British foreign policy and the Afghan polity, 1808-1878
King's College London (University of London)
2013
Thesis (Ph.D.)
2013
This thesis seeks to provide a cultural history of Anglo-Afghan relations during the nineteenth century. Specifically, it explores the manner in which British perceptions of Afghanistan provided the understandings that guided policy decisions. These understandings did not consist purely of ideas driven by strategic logic. Rather, throughout the nineteenth century, building on the initial works of European travelers, the British developed, refined, and acted upon an amorphous and contested 'idea' of Afghanistan; one that was more than simply the function of great power geopolitics. The sources informing this imagined entity were cultural, intellectual, moral, political, and social-scientific, as much as they were emotional. It was an idea, or collection of ideas, that would evolve and become trammeled by events, and ultimately leave a legacy that persists to this day. This thesis aims to make two contributions: firstly, to recover Anglo-Afghan relations from a historiography dominated by great power relations, specifically Anglo-Russian relations and the 'great game'. Secondly, to contribute to the wider debate on the contributions that imperial history can offer to the International Relations discipline. The thesis develops in three sections. The first section examines how British official knowledge of Afghanistan was constructed through the experience of early British explorers and their published travel accounts, focusing in particular on the works of Mountstuart Elphinstone, Alexander Burnes, and Charles Masson.
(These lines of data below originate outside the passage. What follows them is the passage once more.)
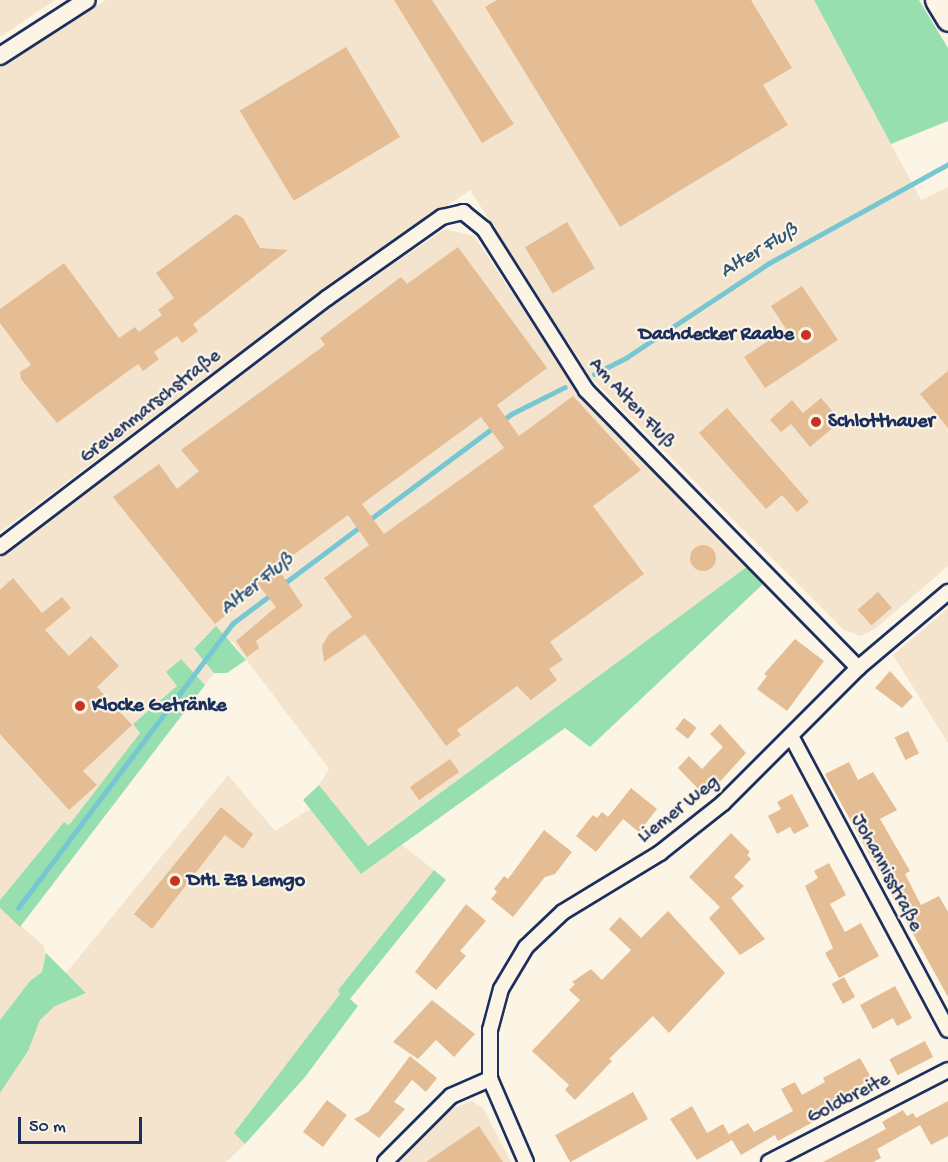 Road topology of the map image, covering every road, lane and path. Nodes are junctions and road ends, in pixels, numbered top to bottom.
1 (87, 0) edge
2 (936, 0) edge
3 (948, 20) edge
4 (0, 56) edge
5 (327, 298) joint
6 (0, 547) edge
7 (948, 592) edge
8 (858, 668) junction
9 (790, 736) junction
10 (948, 1030) edge
11 (948, 1070) edge
12 (490, 1079) junction
13 (385, 1162) edge
14 (526, 1162) edge
15 (769, 1162) edge

1 - 4 street
2 - 3 main road
5 - 6 street, Grevenmarschstraße
5 - 8 street, Am Alten Fluß
7 - 8 street, Liemer Weg
8 - 9 street, Liemer Weg
9 - 10 street, Johannisstraße
9 - 12 street, Liemer Weg
11 - 15 street, Goldbreite
12 - 13 street
12 - 14 street, Liemer Weg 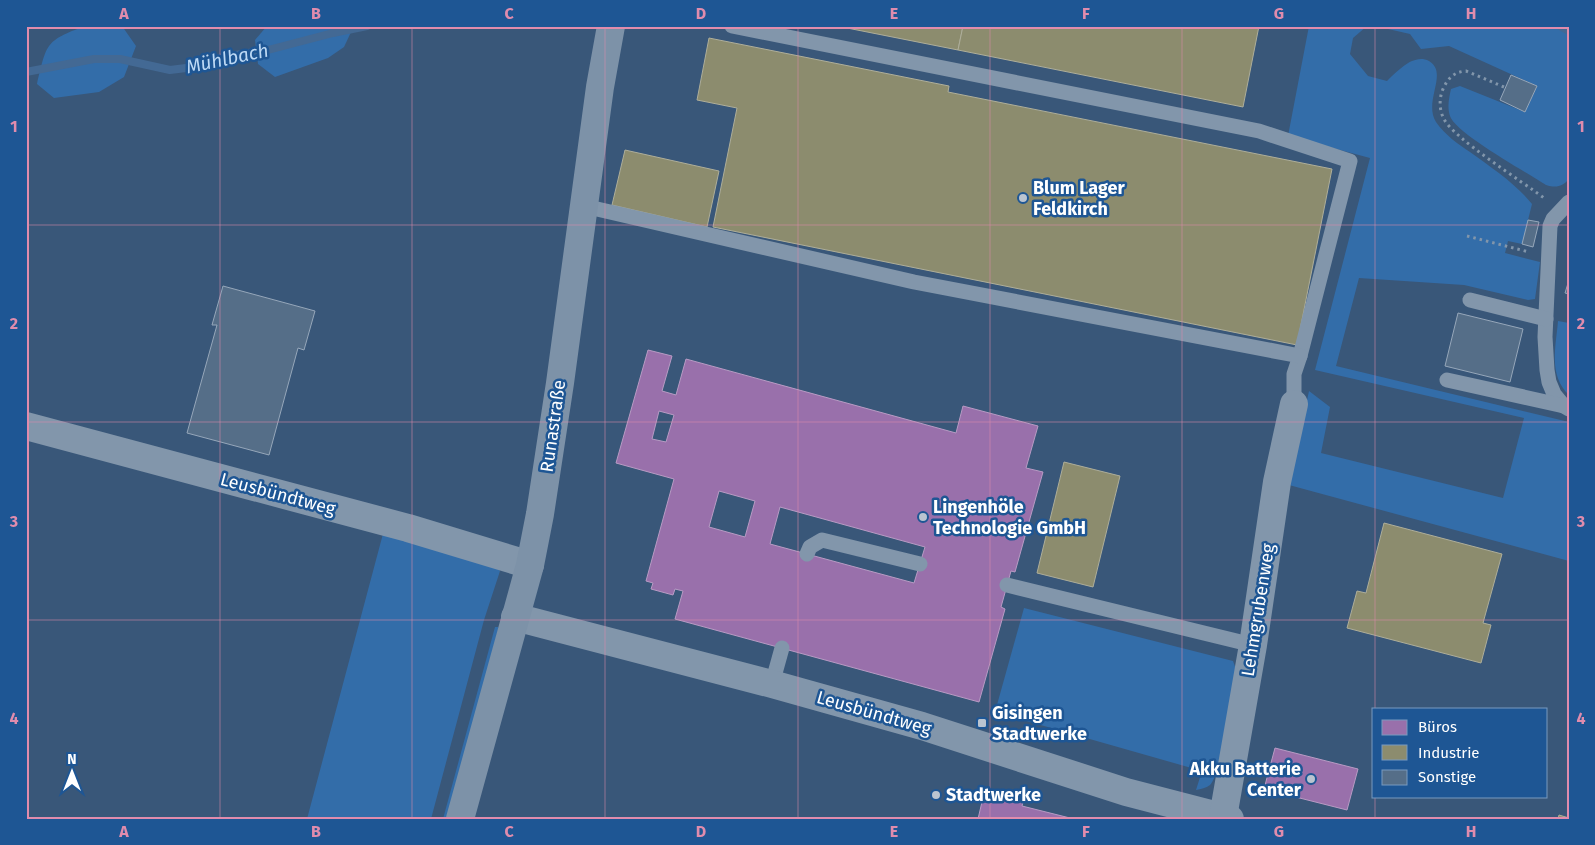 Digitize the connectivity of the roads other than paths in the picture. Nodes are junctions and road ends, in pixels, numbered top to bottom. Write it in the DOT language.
graph roads {
  1 [pos="611,26"];
  2 [pos="732,26"];
  3 [pos="584,206"];
  4 [pos="1564,207"];
  5 [pos="1470,300"];
  6 [pos="1546,319"];
  7 [pos="1300,356"];
  8 [pos="1447,380"];
  9 [pos="1294,404"];
  10 [pos="1566,407"];
  11 [pos="26,426"];
  12 [pos="808,554"];
  13 [pos="920,564"];
  14 [pos="530,565"];
  15 [pos="1007,585"];
  16 [pos="515,618"];
  17 [pos="1253,645"];
  18 [pos="782,648"];
  19 [pos="772,684"];
  20 [pos="1227,818"];
  21 [pos="460,819"];
  1 -- 3 [label="street, Runastraße"];
  2 -- 7 [label="lane"];
  3 -- 7 [label="lane"];
  3 -- 14 [label="street, Runastraße"];
  4 -- 6 [label="lane"];
  5 -- 6 [label="lane"];
  6 -- 10 [label="lane"];
  7 -- 9 [label="lane"];
  8 -- 10 [label="lane"];
  9 -- 17 [label="street, Lehmgrubenweg"];
  11 -- 14 [label="street, Leusbündtweg"];
  12 -- 13 [label="lane"];
  14 -- 16 [label="street, Runastraße"];
  15 -- 17 [label="lane"];
  16 -- 19 [label="street, Leusbündtweg"];
  16 -- 21 [label="street, Runastraße"];
  17 -- 20 [label="street, Lehmgrubenweg"];
  18 -- 19 [label="lane"];
  19 -- 20 [label="street, Leusbündtweg"];
} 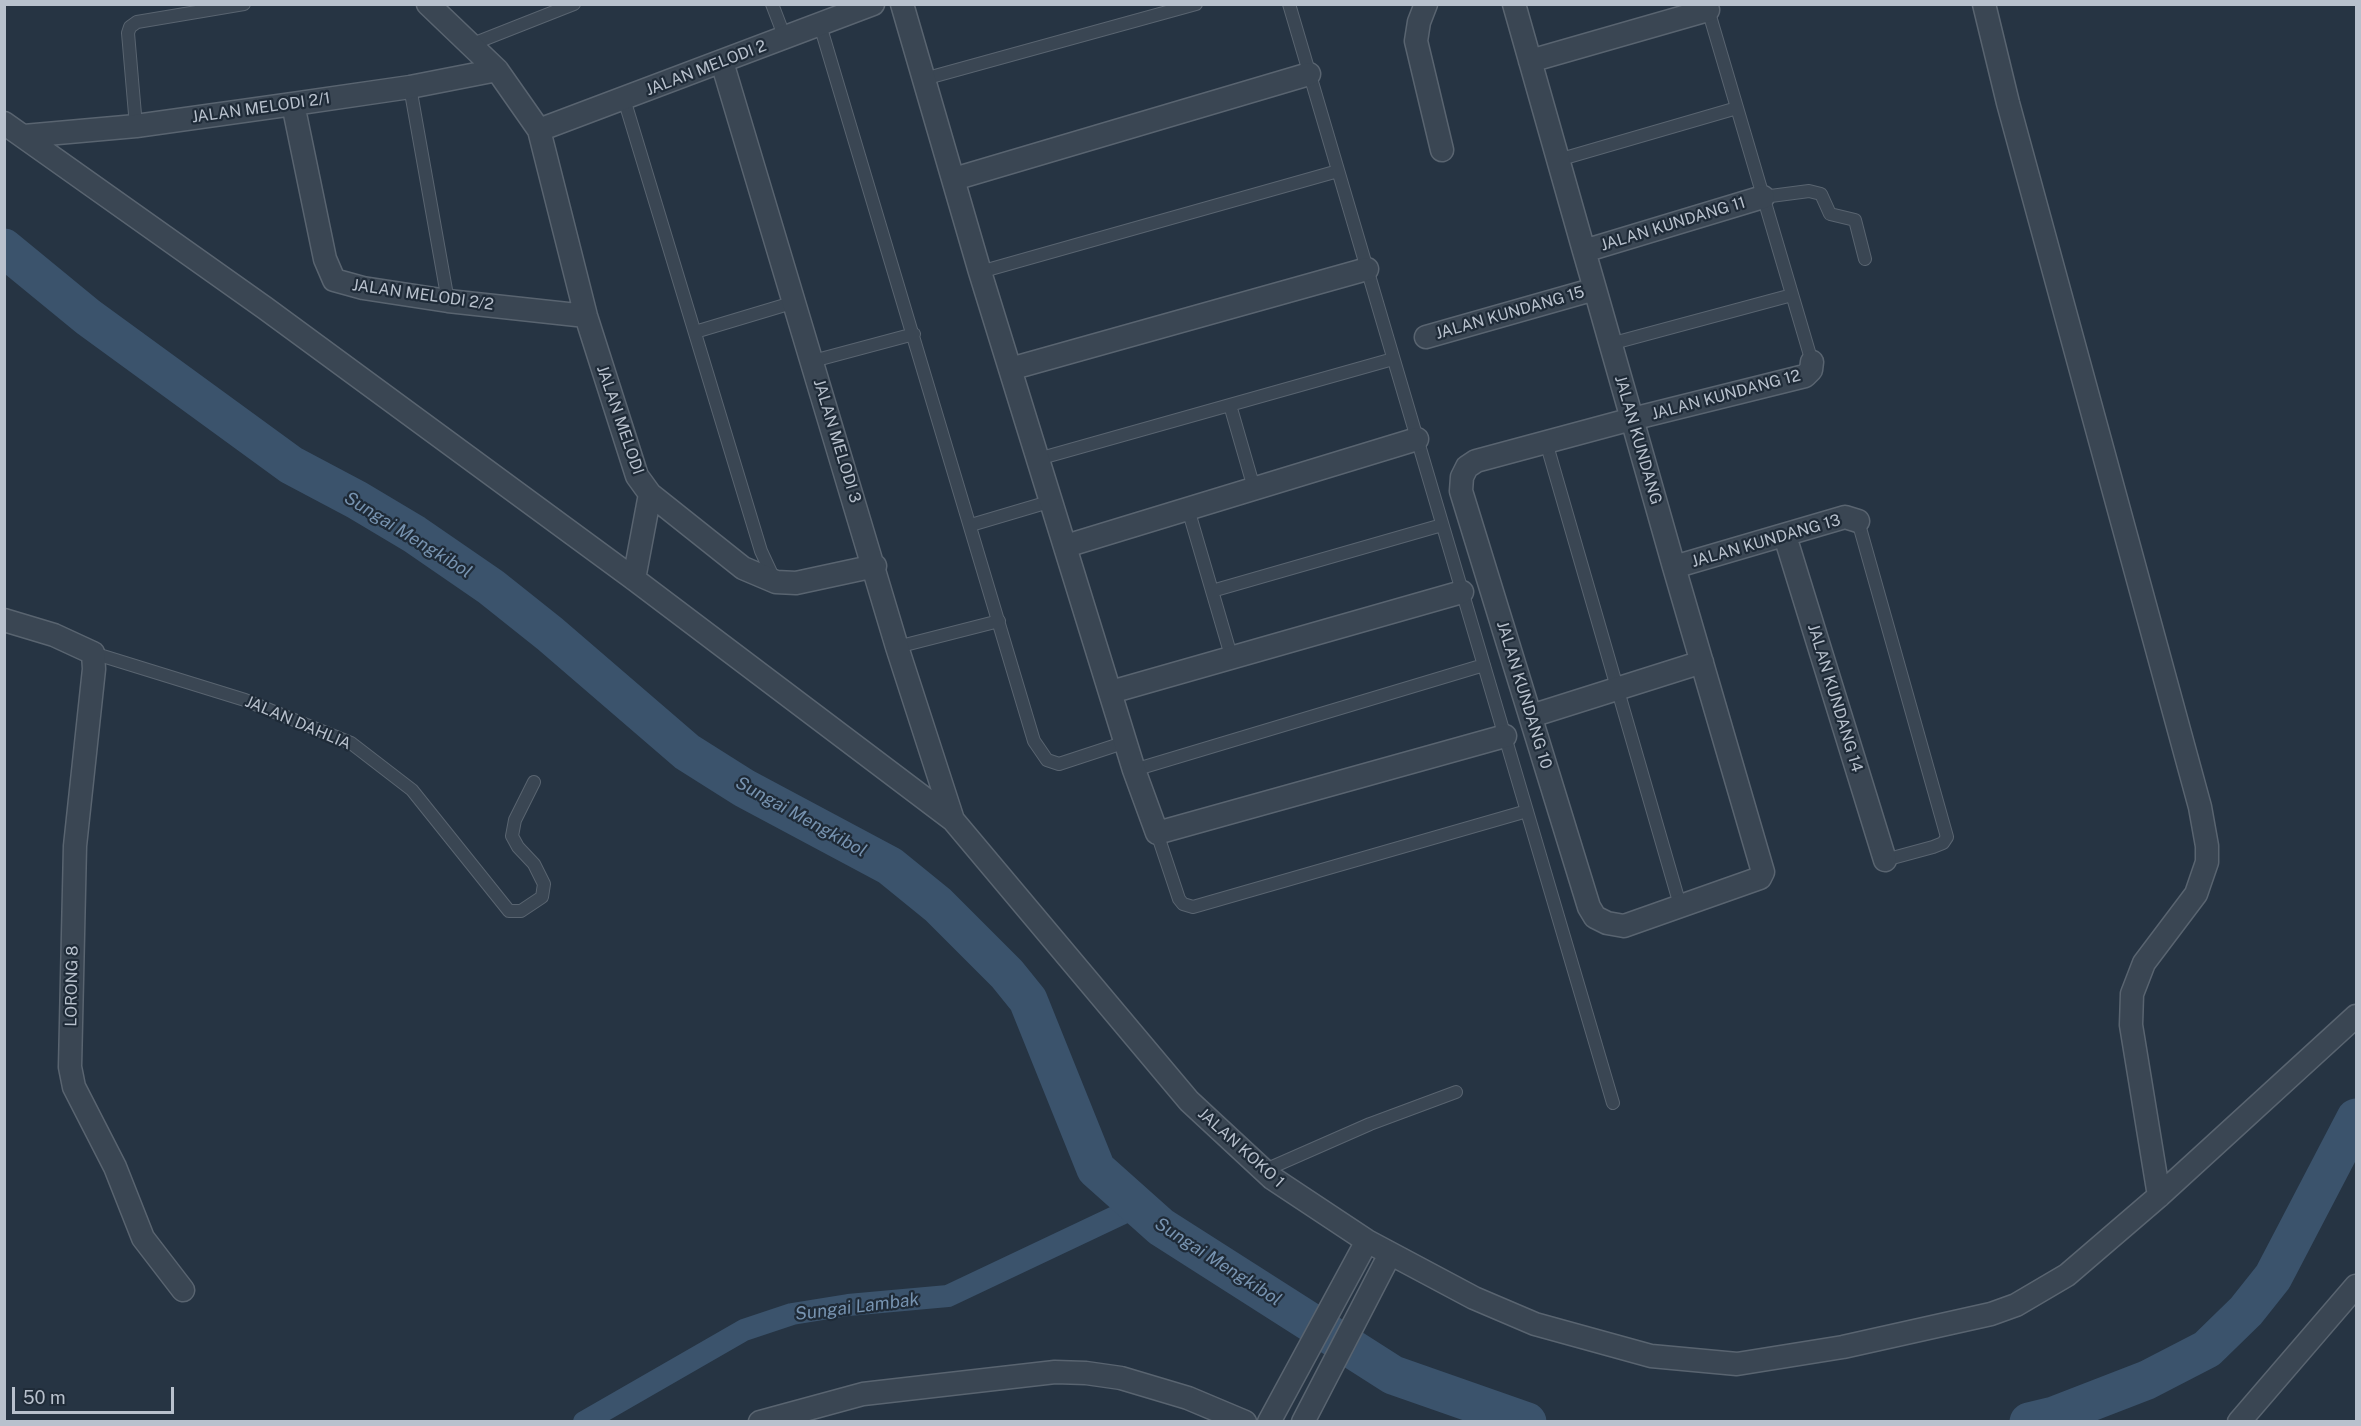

The second section looks at how key policy decisions leading to the first Anglo-Afghan war were shaped by the knowledge provided by an Afghanistan 'knowledge community'. The third section on 'exception' considers the impact of the first Anglo-Afghan war on diplomatic relations, and charts the emergence of a particular 'idea' of Afghanistan mediated by the intellectual and cultural influences of a particular frontier mentality.